Yesterday I came to the realization that I'm not paid to write code anymore, I'm paid to delete code. If my employer was paying me by lines of code written, I would owe my employer tens of thousands of dollars just for the past few months of work. Sure, I've written a few lines of code here and there to refactor our codebase, but even with adding unit tests (that were non-existent before), I've always managed to reduce the size and complexity of the code, because less code is more.
In most cases its just dead code and completely useless comments that I get to delete in effort to reduce noise. In one memorable instance I deleted over 3000 lines of code from a DAO class! 3000 lines! If the average programmer writes 10 lines of code per day, then I just deleted almost a years worth of work in about 10 minutes. Perhaps I rationalized that a bit. I'm pretty sure most boilerplate ADO access code is cut and paste anyway, but regardless, I must say, very satisfying.

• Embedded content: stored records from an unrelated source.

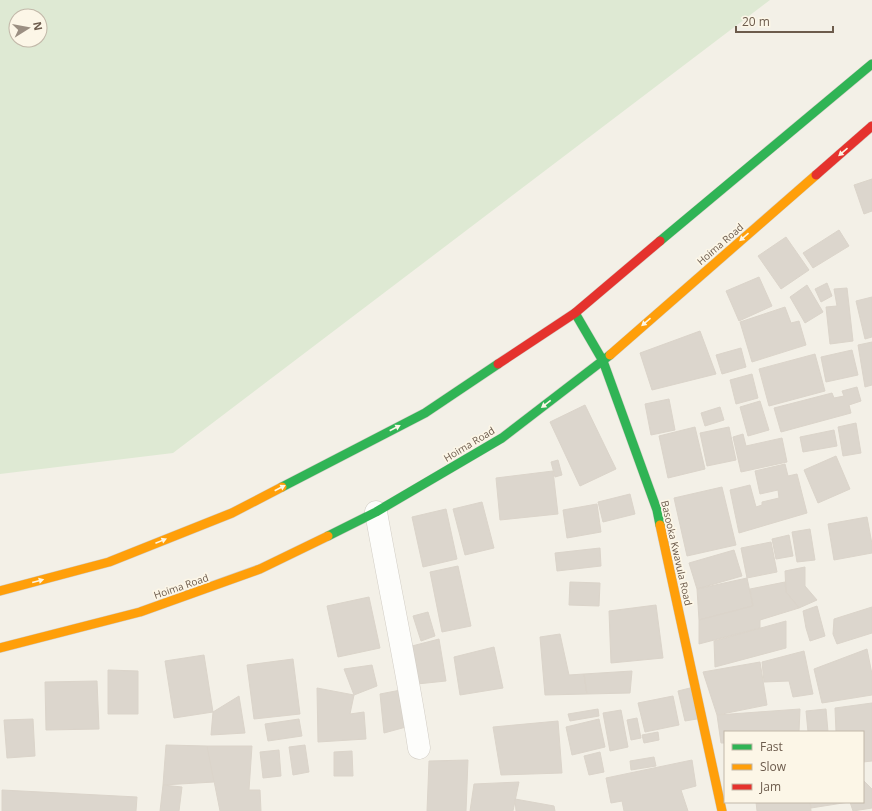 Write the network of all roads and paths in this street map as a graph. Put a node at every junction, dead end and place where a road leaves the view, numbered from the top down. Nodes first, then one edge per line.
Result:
1 (872, 64) edge
2 (872, 126) edge
3 (575, 312) junction
4 (602, 360) junction
5 (376, 512) junction
6 (0, 591) edge
7 (0, 648) edge
8 (420, 748) dead end
9 (722, 811) edge

1 - 3 main road
2 -> 4 main road, Hoima Road
3 - 4 main road, Basooka Kwavula Road
6 -> 3 main road
4 -> 5 main road, Hoima Road
4 - 9 main road, Basooka Kwavula Road
5 - 7 main road, Hoima Road
5 - 8 street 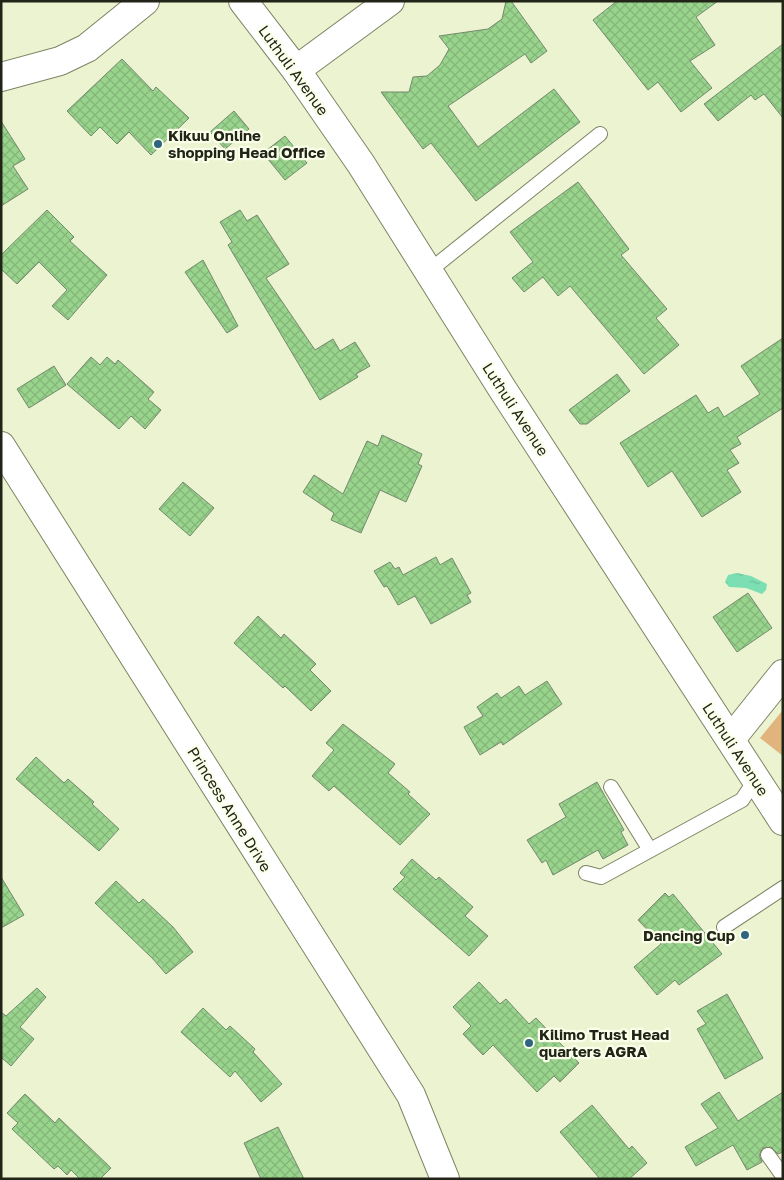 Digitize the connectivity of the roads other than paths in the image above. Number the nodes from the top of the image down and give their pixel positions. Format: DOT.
graph roads {
  1 [pos="145,1"];
  2 [pos="244,1"];
  3 [pos="390,1"];
  4 [pos="296,70"];
  5 [pos="1,77"];
  6 [pos="600,134"];
  7 [pos="429,271"];
  8 [pos="1,446"];
  9 [pos="783,674"];
  10 [pos="731,739"];
  11 [pos="756,779"];
  12 [pos="611,787"];
  13 [pos="783,821"];
  14 [pos="650,850"];
  15 [pos="586,873"];
  16 [pos="783,888"];
  17 [pos="724,928"];
  18 [pos="768,1155"];
  19 [pos="783,1176"];
  20 [pos="445,1179"];
  1 -- 5 [label="street"];
  2 -- 4 [label="street, Luthuli Avenue"];
  3 -- 4 [label="street"];
  4 -- 7 [label="street, Luthuli Avenue"];
  6 -- 7 [label="lane"];
  7 -- 10 [label="street, Luthuli Avenue"];
  8 -- 20 [label="street, Princess Anne Drive"];
  9 -- 10 [label="street"];
  10 -- 11 [label="street, Luthuli Avenue"];
  11 -- 13 [label="street, Luthuli Avenue"];
  11 -- 14 [label="lane"];
  12 -- 14 [label="lane"];
  14 -- 15 [label="lane"];
  16 -- 17 [label="lane"];
  18 -- 19 [label="lane"];
} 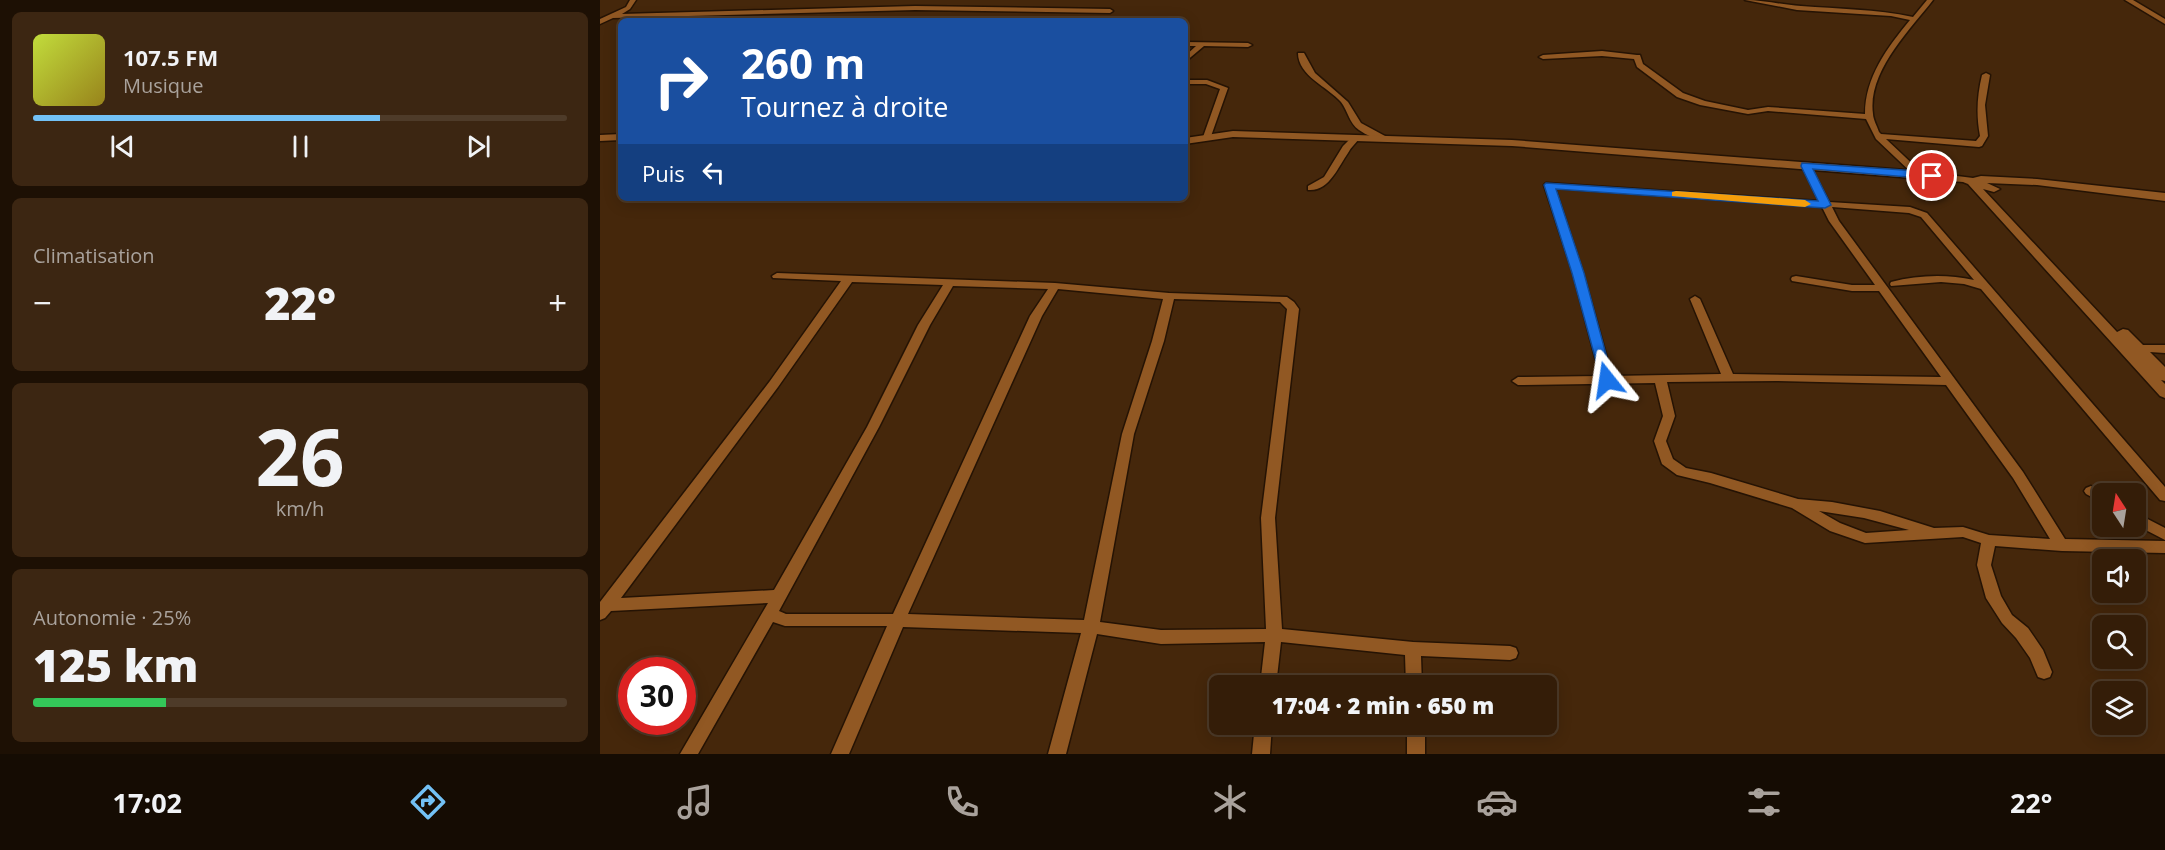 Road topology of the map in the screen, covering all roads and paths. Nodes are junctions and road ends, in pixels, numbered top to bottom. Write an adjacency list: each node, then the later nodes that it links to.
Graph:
1 (633, 0): 5 (street)
2 (1748, 0): 7 (street)
3 (1930, 0): 7 (street)
4 (2128, 0): 9 (street)
5 (612, 16): 6 (street); 8 (street)
6 (1106, 18)
7 (1915, 20): 18 (street)
8 (600, 22)
9 (2165, 22)
10 (1188, 44): 11 (street)
11 (1202, 44): 12 (street); 14 (street)
12 (1248, 45)
13 (1301, 55): 24 (street)
14 (1188, 57)
15 (1542, 57): 18 (street)
16 (1986, 75): 20 (street)
17 (1188, 82): 21 (street)
18 (1870, 117): 20 (street)
19 (618, 136): 22 (street)
20 (1879, 136): 27 (street)
21 (1207, 137): 23 (street); 25 (street)
22 (600, 138)
23 (1356, 138): 24 (street); 29 (street)
24 (1382, 138): 26 (street)
25 (1188, 140)
26 (1806, 166): 27 (street); 33 (street)
27 (1918, 174): 28 (street)
28 (1974, 182): 30 (street); 31 (street); 51 (street)
29 (1311, 188)
30 (1994, 189): 32 (street); 43 (street)
31 (2165, 197)
32 (2165, 203)
33 (1825, 205): 39 (street); 40 (street); 48 (street)
34 (777, 276): 35 (street)
35 (849, 278): 37 (street); 61 (street)
36 (1796, 279): 39 (street)
37 (950, 282): 38 (street); 60 (street)
38 (1055, 286): 41 (street); 63 (street)
39 (1890, 286): 40 (street); 50 (street)
40 (1988, 288): 52 (street)
41 (1169, 296): 64 (street); 65 (street)
42 (1695, 298): 46 (street)
43 (2138, 349): 44 (street); 45 (street)
44 (2165, 349)
45 (2165, 376)
46 (1729, 378): 47 (street); 50 (street)
47 (1660, 379): 48 (street); 53 (street)
48 (1607, 380): 49 (street)
49 (1518, 381)
50 (1951, 381): 58 (street)
51 (2165, 393)
52 (2165, 496)
53 (1797, 504): 55 (street); 55 (street)
54 (2146, 524): 56 (street)
55 (1934, 533): 57 (street)
56 (2165, 535)
57 (1989, 540): 58 (street); 68 (street)
58 (2062, 546): 59 (street)
59 (2165, 547)
60 (779, 596): 61 (street); 62 (street)
61 (603, 609)
62 (771, 611): 63 (street); 73 (street)
63 (898, 620): 64 (street); 74 (street)
64 (1091, 627): 65 (street); 75 (street)
65 (1274, 635): 66 (street); 69 (street)
66 (1413, 649): 67 (street); 70 (street)
67 (1510, 653)
68 (2044, 672)
69 (1269, 675)
70 (1414, 675)
71 (1263, 735): 76 (street)
72 (1416, 735): 77 (street)
73 (689, 754)
74 (840, 754)
75 (1057, 754)
76 (1261, 754)
77 (1416, 754) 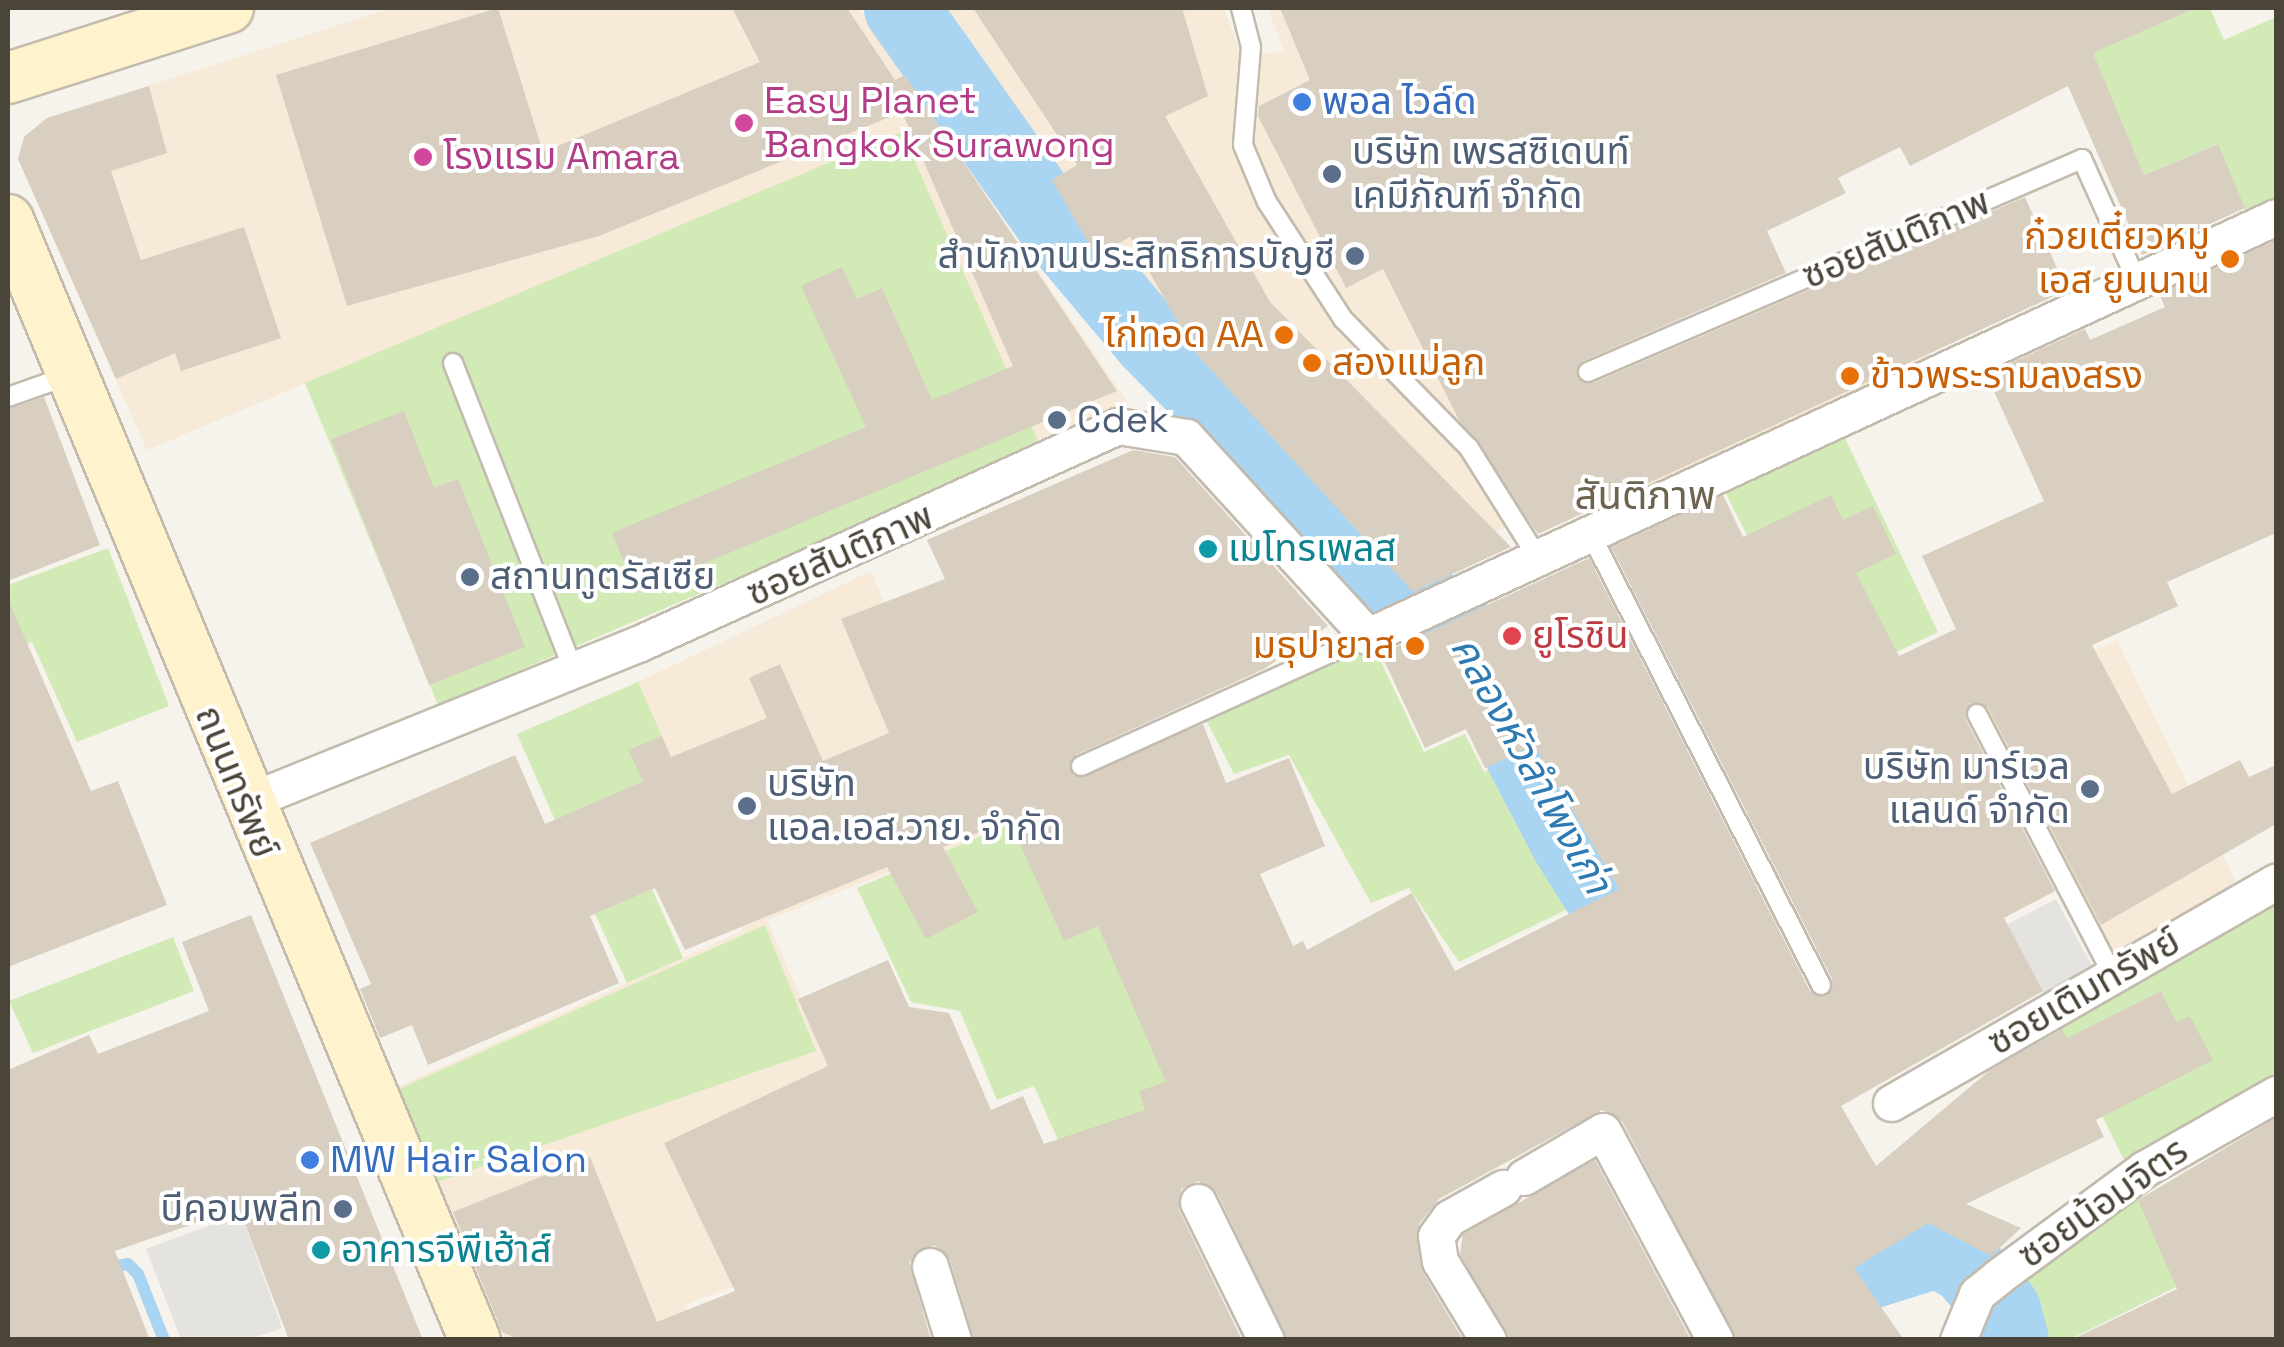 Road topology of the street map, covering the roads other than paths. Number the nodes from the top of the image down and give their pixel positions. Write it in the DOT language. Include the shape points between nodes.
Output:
graph roads {
  1 [pos="228,8"];
  2 [pos="1240,8"];
  3 [pos="177,15"];
  4 [pos="8,78"];
  5 [pos="2276,217"];
  6 [pos="8,220"];
  7 [pos="2136,279"];
  8 [pos="453,363"];
  9 [pos="1588,372"];
  10 [pos="70,375"];
  11 [pos="8,397"];
  12 [pos="1588,531"];
  13 [pos="1536,555"];
  14 [pos="1381,630"];
  15 [pos="574,670"];
  16 [pos="1977,714"];
  17 [pos="1082,766"];
  18 [pos="244,803"];
  19 [pos="2276,882"];
  20 [pos="2113,975"];
  21 [pos="1821,985"];
  22 [pos="2276,1094"];
  23 [pos="1890,1104"];
  24 [pos="1198,1202"];
  25 [pos="930,1266"];
  26 [pos="474,1340"];
  27 [pos="954,1340"];
  28 [pos="1266,1340"];
  29 [pos="1488,1340"];
  30 [pos="1715,1340"];
  31 [pos="1958,1340"];
  1 -- 3 [label="street"];
  2 -- 13 [label="lane" via="1251,47 1243,145 1267,202 1344,320 1470,448"];
  3 -- 4 [label="street"];
  5 -- 7 [label="street"];
  6 -- 10 [label="street, ถนนทรัพย์"];
  7 -- 9 [label="lane, ซอยสันติภาพ" via="2082,159"];
  7 -- 12 [label="street"];
  8 -- 15 [label="lane"];
  10 -- 11 [label="lane"];
  10 -- 18 [label="street, ถนนทรัพย์"];
  12 -- 13 [label="street"];
  12 -- 21 [label="lane"];
  13 -- 14 [label="street"];
  14 -- 15 [label="street, ซอยสันติภาพ" via="1186,437 1118,426"];
  14 -- 17 [label="lane"];
  15 -- 18 [label="street, ซอยสันติภาพ"];
  16 -- 20 [label="lane"];
  18 -- 26 [label="street, ถนนทรัพย์"];
  19 -- 20 [label="street, ซอยเติมทรัพย์"];
  20 -- 23 [label="street, ซอยเติมทรัพย์"];
  22 -- 31 [label="street, ซอยน้อมจิตร" via="2144,1169 1988,1285"];
  24 -- 28 [label="street"];
  25 -- 27 [label="street"];
  29 -- 30 [label="street" via="1440,1261 1436,1236 1449,1218 1604,1131"];
}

In another instance I reduced the number of assemblies our installer deploys by half, and cut the size of the main executable down by 4MB (from 6MB) by deleting unused legacy resources and being smart in the way the remaining resources are handled. It appeared that more a more assemblies were added to our installer, but none were ever removed, even when the need for those assemblies had long past.
I'm comfortable in my new deletor position because every line of code I delete is one less to worry about. After all I just want to see what's important in front of me and get rid of the noise - thank you very much.
-- Thank you ReSharper, because without you I could not be Sneal, aka the deletor.